There is also a structural reality in the contracting model. Many building firms are management-heavy businesses—project delivery, supervision, and coordination—rather than asset-rich operators. If a company’s value is largely people, systems, and contracts, the liquidation outcome can lean heavily on receivables collection and any recoveries from disputed claims, rather than straightforward asset sales.
Until an initial report is issued, the market is left with directional signals rather than confirmed numbers. That uncertainty is exactly what makes liquidation announcements so disruptive for the supply chain.
Subcontractors, retentions, and the real-world shock
The sharpest anxiety sits with subcontractors and suppliers—the firms that often carry the most exposure with the least balance-sheet buffer. Across local trade circles and online discussion threads, the sentiment has been blunt: multiple contributors described Teak as difficult to deal with, alleging hard-line behaviour around claims and a pattern of holding payments back to protect cashflow.
Those are individual accounts and not findings of fact, but the consistency of the sentiment is notable. Several commenters said they felt for anyone owed money and hoped the process would “come out in the wash.” Others focused on retentions, with one remark capturing a theme that shows up repeatedly after builder failures: trades still chasing retention money from years earlier.
In a slowing market, that matters. Retentions are designed to protect quality and completion risk, but when a main contractor fails they can morph into a liquidity trap for smaller businesses. A subcontractor can deliver work, pass inspections, and still find the final slice of payment locked behind an insolvency process that takes months—sometimes longer—while legal and priority claims move ahead in the queue.
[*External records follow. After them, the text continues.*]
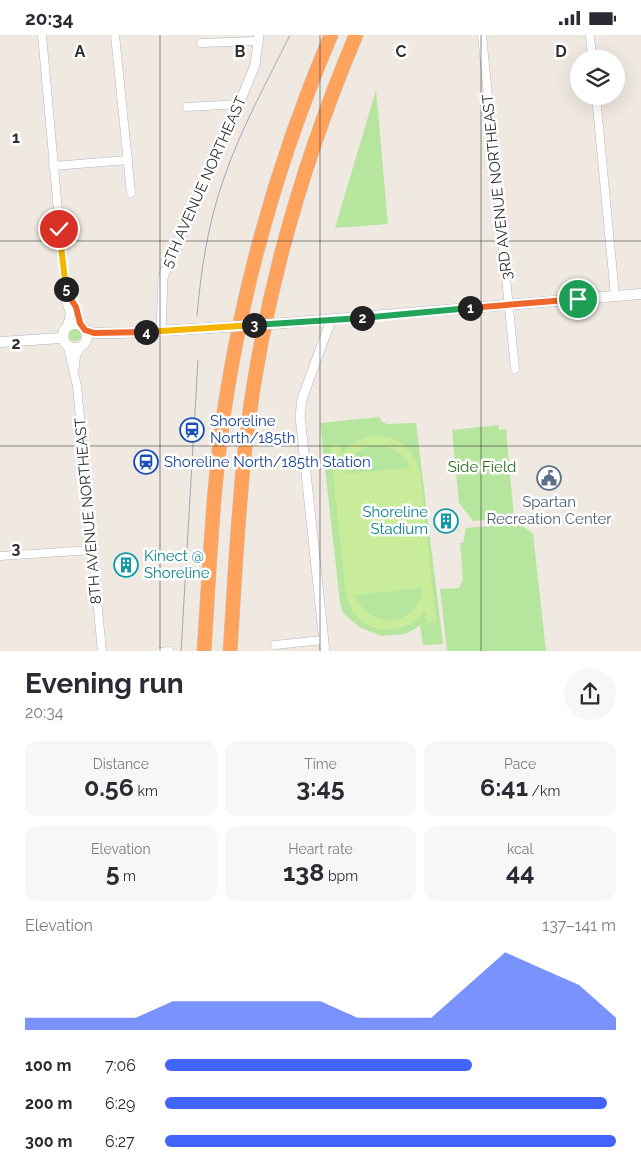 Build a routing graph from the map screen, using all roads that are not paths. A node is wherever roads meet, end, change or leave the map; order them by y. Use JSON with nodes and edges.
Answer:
{"nodes":[{"id":1,"x":42,"y":35,"type":"edge"},
{"id":2,"x":115,"y":35,"type":"edge"},
{"id":3,"x":332,"y":35,"type":"edge"},
{"id":4,"x":356,"y":35,"type":"edge"},
{"id":5,"x":482,"y":35,"type":"edge"},
{"id":6,"x":590,"y":35,"type":"edge"},
{"id":7,"x":258,"y":38,"type":"edge"},
{"id":8,"x":201,"y":43,"type":"dead end"},
{"id":9,"x":591,"y":50,"type":"edge"},
{"id":10,"x":239,"y":104,"type":"junction"},
{"id":11,"x":597,"y":105,"type":"edge"},
{"id":12,"x":187,"y":107,"type":"dead end"},
{"id":13,"x":128,"y":160,"type":"junction"},
{"id":14,"x":54,"y":166,"type":"junction"},
{"id":15,"x":131,"y":193,"type":"dead end"},
{"id":16,"x":67,"y":293,"type":"junction"},
{"id":17,"x":641,"y":293,"type":"edge"},
{"id":18,"x":615,"y":296,"type":"junction"},
{"id":19,"x":509,"y":305,"type":"junction"},
{"id":20,"x":331,"y":320,"type":"junction"},
{"id":21,"x":66,"y":327,"type":"junction"},
{"id":22,"x":84,"y":328,"type":"junction"},
{"id":23,"x":161,"y":331,"type":"junction"},
{"id":24,"x":120,"y":333,"type":"junction"},
{"id":25,"x":0,"y":342,"type":"edge"},
{"id":26,"x":65,"y":342,"type":"junction"},
{"id":27,"x":83,"y":345,"type":"junction"},
{"id":28,"x":515,"y":369,"type":"dead end"},
{"id":29,"x":74,"y":370,"type":"junction"},
{"id":30,"x":92,"y":550,"type":"junction"},
{"id":31,"x":0,"y":556,"type":"edge"},
{"id":32,"x":323,"y":640,"type":"junction"},
{"id":33,"x":275,"y":645,"type":"dead end"},
{"id":34,"x":102,"y":651,"type":"edge"},
{"id":35,"x":160,"y":651,"type":"edge"},
{"id":36,"x":169,"y":651,"type":"edge"},
{"id":37,"x":204,"y":651,"type":"edge"},
{"id":38,"x":230,"y":651,"type":"edge"},
{"id":39,"x":324,"y":651,"type":"edge"}],
"edges":[{"from":1,"to":14,"type":"street"},
{"from":2,"to":13,"type":"street"},
{"from":3,"to":37,"type":"highway"},
{"from":4,"to":38,"type":"highway"},
{"from":5,"to":19,"type":"street","name":"3RD AVENUE NORTHEAST"},
{"from":6,"to":9,"type":"street"},
{"from":7,"to":8,"type":"street"},
{"from":7,"to":10,"type":"street","name":"5TH AVENUE NORTHEAST"},
{"from":10,"to":12,"type":"street"},
{"from":10,"to":23,"type":"street","name":"5TH AVENUE NORTHEAST"},
{"from":11,"to":18,"type":"street"},
{"from":13,"to":14,"type":"street"},
{"from":13,"to":15,"type":"street"},
{"from":14,"to":16,"type":"street"},
{"from":16,"to":21,"type":"street"},
{"from":16,"to":22,"type":"street"},
{"from":17,"to":18,"type":"main road"},
{"from":18,"to":19,"type":"main road"},
{"from":19,"to":20,"type":"main road"},
{"from":19,"to":28,"type":"street","name":"3RD AVENUE NORTHEAST"},
{"from":20,"to":23,"type":"main road","bridge":true},
{"from":20,"to":32,"type":"street"},
{"from":21,"to":22,"type":"main road"},
{"from":21,"to":26,"type":"main road"},
{"from":22,"to":24,"type":"main road"},
{"from":22,"to":27,"type":"main road"},
{"from":23,"to":24,"type":"main road"},
{"from":24,"to":27,"type":"main road"},
{"from":25,"to":26,"type":"main road"},
{"from":26,"to":27,"type":"main road"},
{"from":26,"to":29,"type":"street","name":"8TH AVENUE NORTHEAST"},
{"from":27,"to":29,"type":"street","name":"8TH AVENUE NORTHEAST"},
{"from":29,"to":30,"type":"street","name":"8TH AVENUE NORTHEAST"},
{"from":30,"to":31,"type":"street"},
{"from":30,"to":34,"type":"street","name":"8TH AVENUE NORTHEAST"},
{"from":32,"to":33,"type":"street"},
{"from":32,"to":39,"type":"street"},
{"from":35,"to":36,"type":"street"}]}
There was also debate in the thread about “tier” status—whether Teak was a large, top-tier operator or a smaller player relative to the biggest names. Some argued it wasn’t “Tier 1,” while others stressed that any sizable liquidation can still hit dozens of firms underneath. The takeaway is less about labels and more about exposure: the impact is concentrated where the invoices sit.
Projects in limbo and the scramble for continuity
In the hours following the liquidation news, Auckland builders said they were already being approached about stepping into sites. That is typical: developers and body corporates prioritize continuity, insurers look for risk control, and subcontractors want clarity on who is authorizing work and paying for it.
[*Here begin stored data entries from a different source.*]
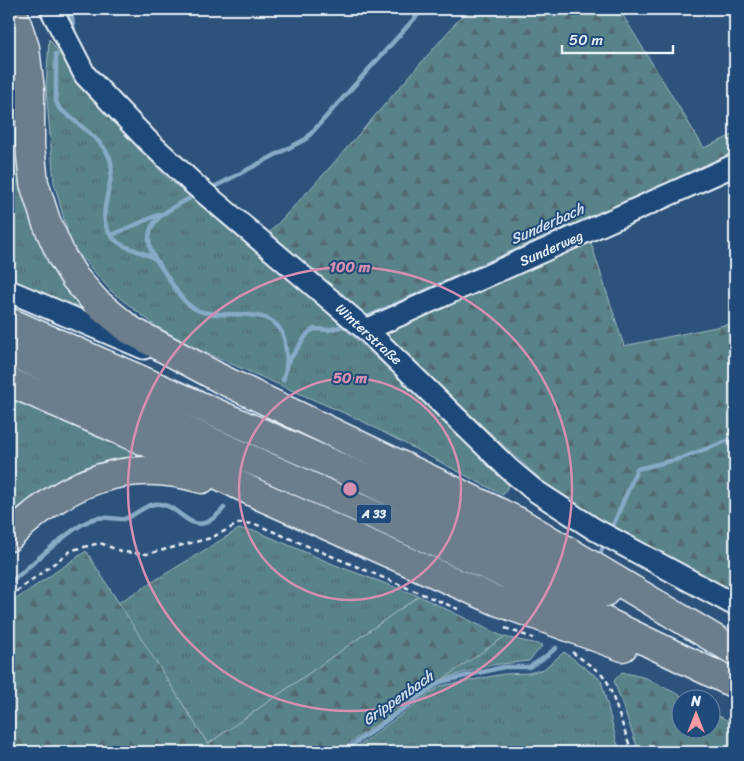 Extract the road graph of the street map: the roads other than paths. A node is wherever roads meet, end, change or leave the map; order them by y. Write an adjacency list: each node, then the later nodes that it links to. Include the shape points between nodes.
1 (12, 9): 8 (highway, via 25,48 34,183 62,257 96,302 130,330)
2 (52, 9): 6 (street, Winterstraße, via 85,75 105,97 195,185)
3 (735, 165): 6 (street, Sunderweg)
4 (9, 291): 8 (street)
5 (9, 322): 13 (highway, A 33, via 341,468)
6 (366, 330): 12 (street, Winterstraße, via 534,490 594,529)
7 (9, 351): 14 (highway, A 33, via 518,579)
8 (221, 379): 13 (highway, via 519,522)
9 (9, 382): 10 (highway, via 188,460)
10 (263, 497): 11 (highway, via 178,472 132,472 103,477 72,488 48,502); 14 (highway, via 497,601 676,667)
11 (9, 537)
12 (735, 605)
13 (735, 652)
14 (735, 685) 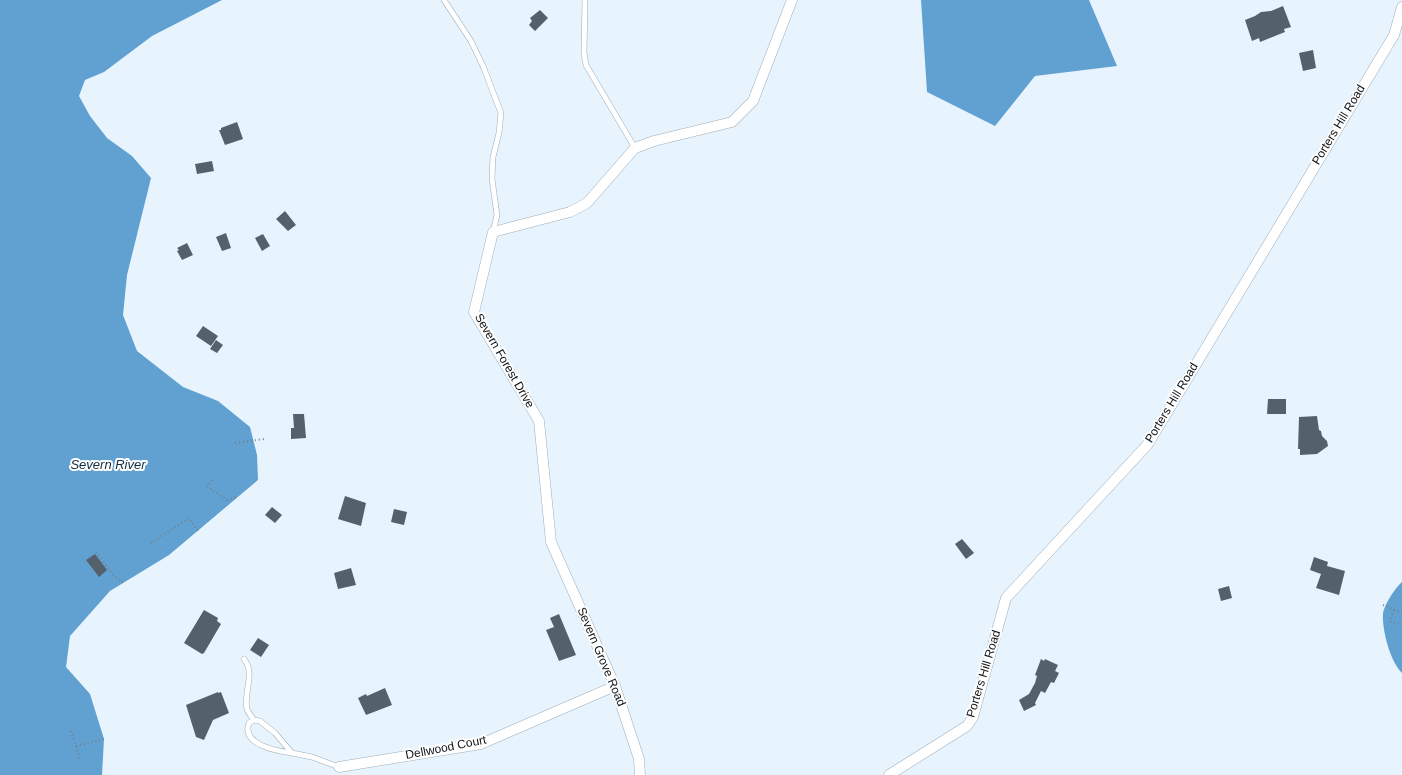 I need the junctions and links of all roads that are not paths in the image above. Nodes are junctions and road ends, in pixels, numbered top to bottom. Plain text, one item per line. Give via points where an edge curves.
1 (444, 0) edge
2 (585, 0) edge
3 (792, 0) edge
4 (1402, 6) edge
5 (635, 148) junction
6 (493, 232) junction
7 (551, 542) joint
8 (244, 659) dead end
9 (615, 686) junction
10 (254, 720) junction
11 (292, 753) junction
12 (339, 767) joint
13 (640, 775) edge
14 (889, 775) edge

1 - 6 lane via 471,41 501,113 493,157 492,179 497,216
2 - 5 lane via 586,65
3 - 5 street via 753,101 732,122
4 - 14 street, Porters Hill Road via 1394,35 1148,444 1006,598 973,718 967,726
5 - 6 street via 587,203 570,212
6 - 7 street, Severn Forest Drive via 474,312 539,421
7 - 9 street, Severn Grove Road
8 - 10 lane via 248,664 250,677 247,710
9 - 12 street, Dellwood Court via 481,744
9 - 13 street, Severn Grove Road via 639,759
10 - 11 lane via 260,721 275,733
10 - 11 lane via 247,728 257,743 272,751
11 - 12 lane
Online chatter referenced a Mairangi Bay apartment build as a potential pressure point, pointing to long timelines and claims of unpaid trades. That linkage remains unconfirmed. Still, extended programme risk is a known problem across the apartment segment: when schedules blow out, financing costs rise and variation disputes multiply. A project that looks viable on paper can become fragile when the timeline stretches, presales soften, and the cost base shifts.
Why this matters beyond one company
Liquidations don’t end on the day they’re announced. They ripple. Trades tighten credit terms. Suppliers demand shorter payment cycles. Developers build larger contingencies into tenders. The system becomes more defensive—and the cost of building rises again.
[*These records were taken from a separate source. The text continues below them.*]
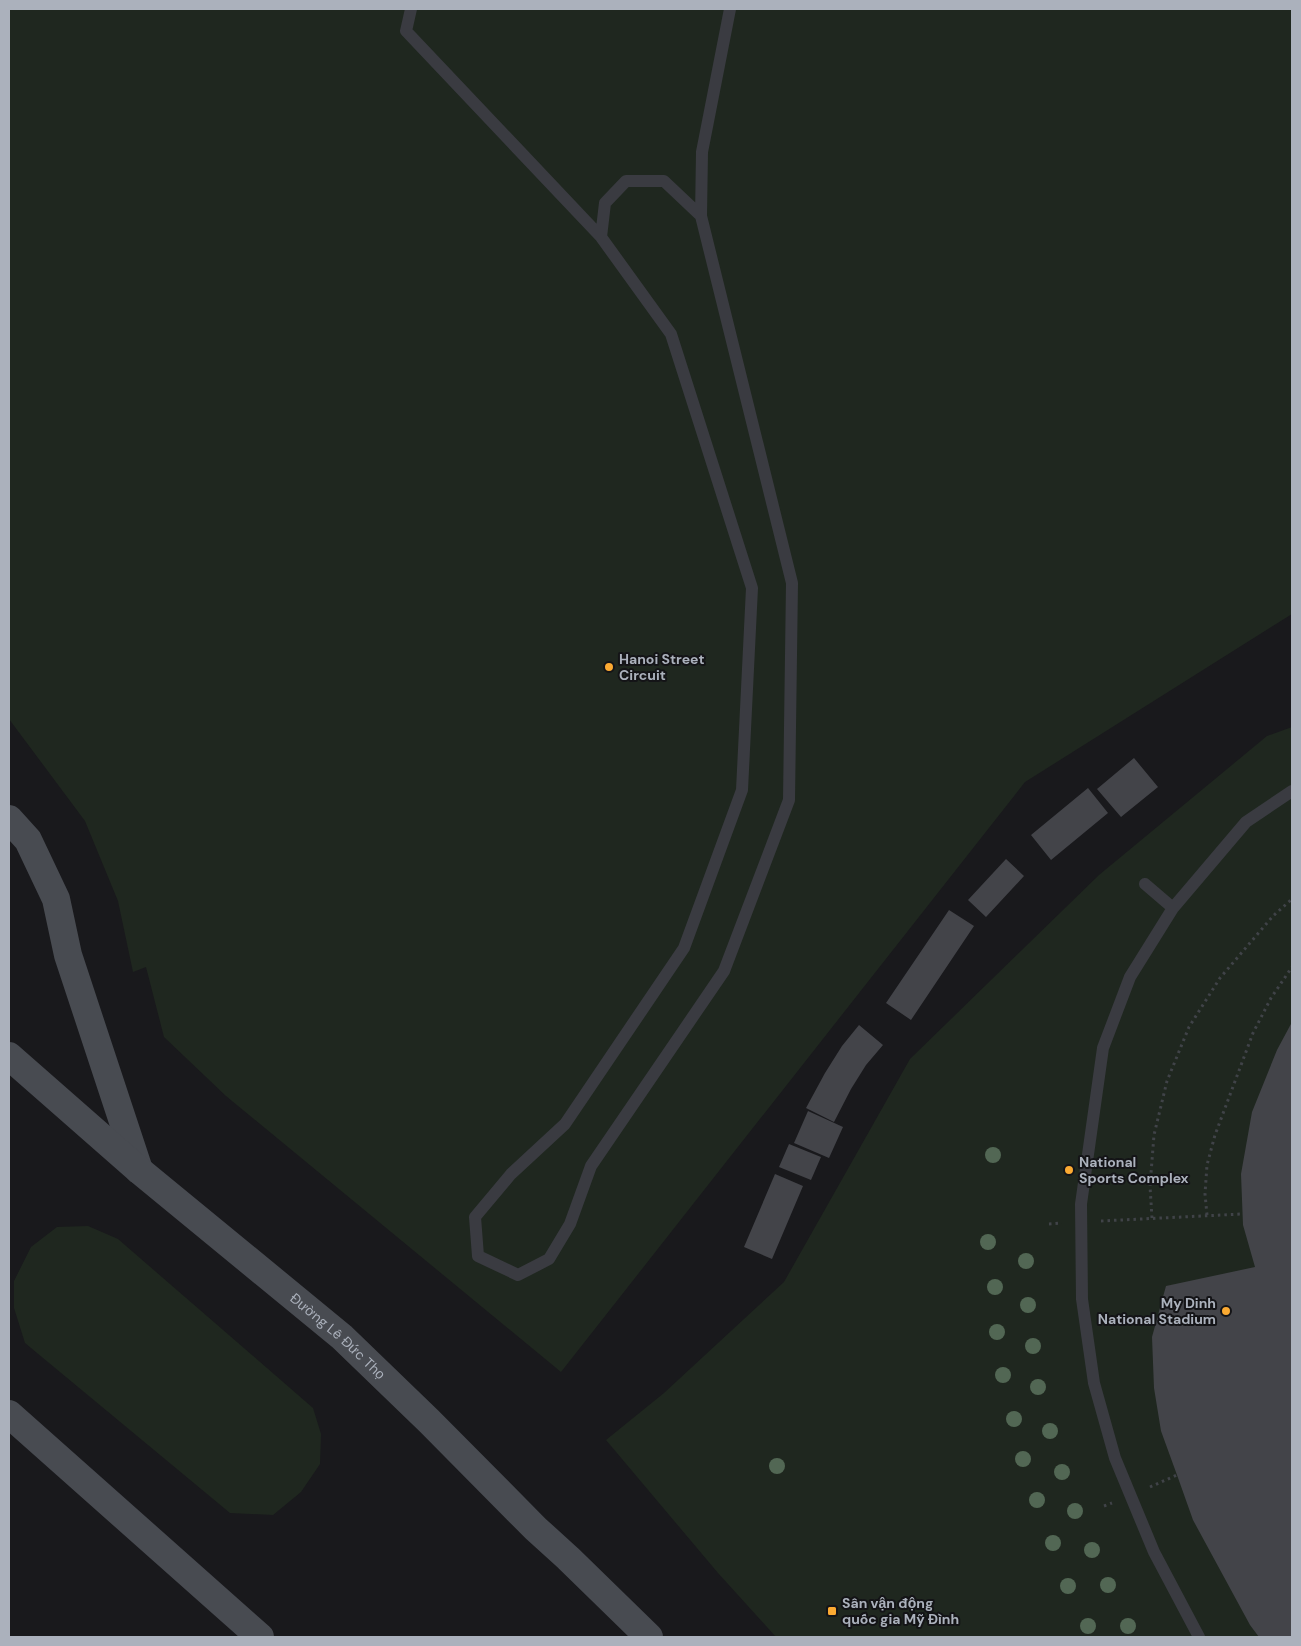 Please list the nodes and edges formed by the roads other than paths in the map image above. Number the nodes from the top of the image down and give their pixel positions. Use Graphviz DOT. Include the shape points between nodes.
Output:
graph roads {
  1 [pos="411,9"];
  2 [pos="730,9"];
  3 [pos="701,216"];
  4 [pos="601,237"];
  5 [pos="1292,791"];
  6 [pos="9,818"];
  7 [pos="1145,884"];
  8 [pos="1173,908"];
  9 [pos="9,1056"];
  10 [pos="140,1171"];
  11 [pos="9,1414"];
  12 [pos="260,1637"];
  13 [pos="648,1637"];
  14 [pos="1199,1637"];
  1 -- 4 [label="lane" via="406,31"];
  2 -- 3 [label="lane" via="702,152"];
  3 -- 4 [label="lane" via="664,181 626,181 605,203"];
  3 -- 4 [label="lane" via="792,583 789,800 724,971 591,1166 570,1224 549,1259 518,1275 478,1256 475,1217 511,1174 566,1124 684,948 742,790 752,588 671,334"];
  5 -- 8 [label="lane" via="1246,822"];
  6 -- 10 [label="main road" via="28,840 56,899 68,956"];
  7 -- 8 [label="lane"];
  8 -- 14 [label="lane" via="1130,977 1103,1048 1081,1204 1082,1299 1094,1383 1115,1458 1154,1552"];
  9 -- 10 [label="main road, Đường Lê Đức Thọ"];
  10 -- 13 [label="main road, Đường Lê Đức Thọ" via="342,1337"];
  11 -- 12 [label="main road"];
}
That feedback loop is why Teak’s collapse is landing as more than a single-company story. It speaks to a sector being forced to reprice risk in real time, under higher funding costs and slower demand. For households and businesses, it shows up as delayed projects. For subcontractors, it shows up as cashflow volatility. For the broader economy, it shows up as a construction pipeline that is less predictable and more expensive to restart.
For readers tracking the story as it develops, the most direct reporting on the liquidation was carried by The New Zealand Herald. The next key milestone will be the liquidators’ early update, which should clarify creditor exposure, project status, and the likely path for recoveries.